Жизнь есть знание истинного Бога разумения, открытого мною.
Ин. XVII, 3, 17
Я открыл тебя: и к Тебе привожу
Рильке:
…и я – всё, и всё к Тебе привожу – навстречу Тебе своей поступью.
Толстой:
Я открыл тебя людям на земле. Я сделал то дело, которое ты приказал мне.

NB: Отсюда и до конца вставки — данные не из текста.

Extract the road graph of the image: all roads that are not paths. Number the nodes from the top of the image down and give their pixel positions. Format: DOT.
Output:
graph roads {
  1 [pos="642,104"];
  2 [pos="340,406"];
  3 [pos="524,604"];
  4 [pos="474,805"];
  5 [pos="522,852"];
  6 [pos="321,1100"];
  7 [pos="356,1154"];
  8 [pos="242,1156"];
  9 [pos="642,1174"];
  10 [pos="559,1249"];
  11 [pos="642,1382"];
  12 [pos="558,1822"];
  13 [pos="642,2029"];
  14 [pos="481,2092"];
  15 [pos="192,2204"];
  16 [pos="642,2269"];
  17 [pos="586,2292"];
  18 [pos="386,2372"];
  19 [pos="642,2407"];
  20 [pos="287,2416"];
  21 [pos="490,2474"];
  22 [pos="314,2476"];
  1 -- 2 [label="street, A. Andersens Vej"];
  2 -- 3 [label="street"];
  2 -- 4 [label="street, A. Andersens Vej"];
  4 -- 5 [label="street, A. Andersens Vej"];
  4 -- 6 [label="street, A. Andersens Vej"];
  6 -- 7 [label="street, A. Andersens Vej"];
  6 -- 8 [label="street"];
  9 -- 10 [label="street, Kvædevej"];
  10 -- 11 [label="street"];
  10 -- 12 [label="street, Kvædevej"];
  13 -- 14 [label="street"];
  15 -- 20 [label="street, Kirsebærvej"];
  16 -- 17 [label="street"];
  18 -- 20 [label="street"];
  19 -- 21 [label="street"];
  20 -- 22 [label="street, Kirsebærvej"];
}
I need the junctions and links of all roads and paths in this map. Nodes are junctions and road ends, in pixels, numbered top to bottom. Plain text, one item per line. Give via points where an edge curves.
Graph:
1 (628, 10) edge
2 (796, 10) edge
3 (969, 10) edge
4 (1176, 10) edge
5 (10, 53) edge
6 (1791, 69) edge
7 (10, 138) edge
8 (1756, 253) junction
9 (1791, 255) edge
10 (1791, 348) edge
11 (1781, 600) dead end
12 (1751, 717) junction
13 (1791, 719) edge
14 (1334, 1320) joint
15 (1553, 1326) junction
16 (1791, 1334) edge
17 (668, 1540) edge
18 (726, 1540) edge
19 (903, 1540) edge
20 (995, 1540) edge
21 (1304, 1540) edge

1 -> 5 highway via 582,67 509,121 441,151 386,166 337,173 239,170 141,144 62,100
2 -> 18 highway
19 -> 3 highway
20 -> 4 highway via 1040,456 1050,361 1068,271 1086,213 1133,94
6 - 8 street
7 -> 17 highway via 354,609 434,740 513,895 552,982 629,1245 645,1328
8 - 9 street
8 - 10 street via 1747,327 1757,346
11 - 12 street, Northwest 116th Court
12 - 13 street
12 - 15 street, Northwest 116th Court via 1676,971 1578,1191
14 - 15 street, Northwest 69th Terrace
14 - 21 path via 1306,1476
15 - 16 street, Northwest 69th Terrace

Я явил твою сущность людям на земле.
Ин. XVII, 4, 6
Последнее: до начала всего
Рильке:
Каждым творением, что Ты извлекаешь из Себя, Ты формируешь пространство для новой силы. И последнее из них, грядущее сквозь века, вместит в себя всё, что насущно и подлинно в мире, ибо оно будет величайшим пространством, наполненным всяческой силы.
Толстой:
Отец мой! желаю, чтобы они были такие же, как я, чтобы они понимали так же, как я, что жизнь истинная началась до начала мира/
Ин. XVII, 18
Только один: все мы одно
Рильке:
Только один достигнет его; но все созидающие – прародители этого Одинокого.
Толстой:
[Желаю,] чтобы они все были одно, как ты Отец во мне, и я в тебе, так чтобы и они в нас были одно.
Ин. XVII, 21
Только он: я и они от тебя…
Рильке:
Не останется ничего, только он; ибо деревья и горы, тучи и волны служили лишь символами той реальности, которую он обретает в себе. Всё слилось в нём, и все силы, которые раньше разрозненно бились друг с другом, отныне с трепетом подчиняются его воле.
Толстой:
Они были твои и прежде, но по твоей воле я открыл им истину. И они познали тебя. Они поняли, что все, что они имеют, что их жизнь – только от тебя. И что я учил их не от себя, но я и они от тебя изошли.
Ин. XVII, 6—8
Взрастить Одного: соединиться в одно
Рильке:
Даже земля под его ногами – и та ему уже не нужна. Он сворачивает её, как молитвенный коврик. Он больше не молится. Он есть. И когда он сделает жест, то создаст, устремив в бесконечность, многие миллионы миров. И в них начнется та же игра: более совершенные существа сначала размножатся, потом замкнутся в себе и, после долгой борьбы, снова
взрастят Одного,
в котором есть всё – творца этого рода вечности, величайшего в космосе, того, кто владеет искусством пластических жестов.
Толстой:
Я в них, а ты во мне, чтобы все
соединились в одно,
и чтобы поняли люди, что они не сами родились, но ты, любя,
послал их в мир так же, как и меня.
Ин. XVII, 23
От Бога к Богу: блюсти разумение
Рильке:
Таким образом, каждое поколение подобно звену в цепи, что вьется от Бога к Богу. И каждый Бог – это все прошлое мира, его высший смысл, его единое выражение и в то же время возможность для новой жизни.
Толстой:
Прошу же тебя о тех, которые признают тебя. Они поняли, что все мое – твое, и твое – мое. Я уже не в мире, а возвращусь к тебе, но они в мире, и потому прошу тебя, Отец, соблюди в них разумение твое.
Ин. XVII, 9 – 11
Любовь: выше сводов веков
Рильке:
Как в иных, отдаленных от нас мирах созревают боги – мне не ведомо. Для нас же искусство – это путь, ведь среди нас художники – это жаждущие, которые пьют из истока всего – в глубинах себя, дерзновенные, которые нигде не возводят жилищ, и вечные, которые возносятся выше сводов веков.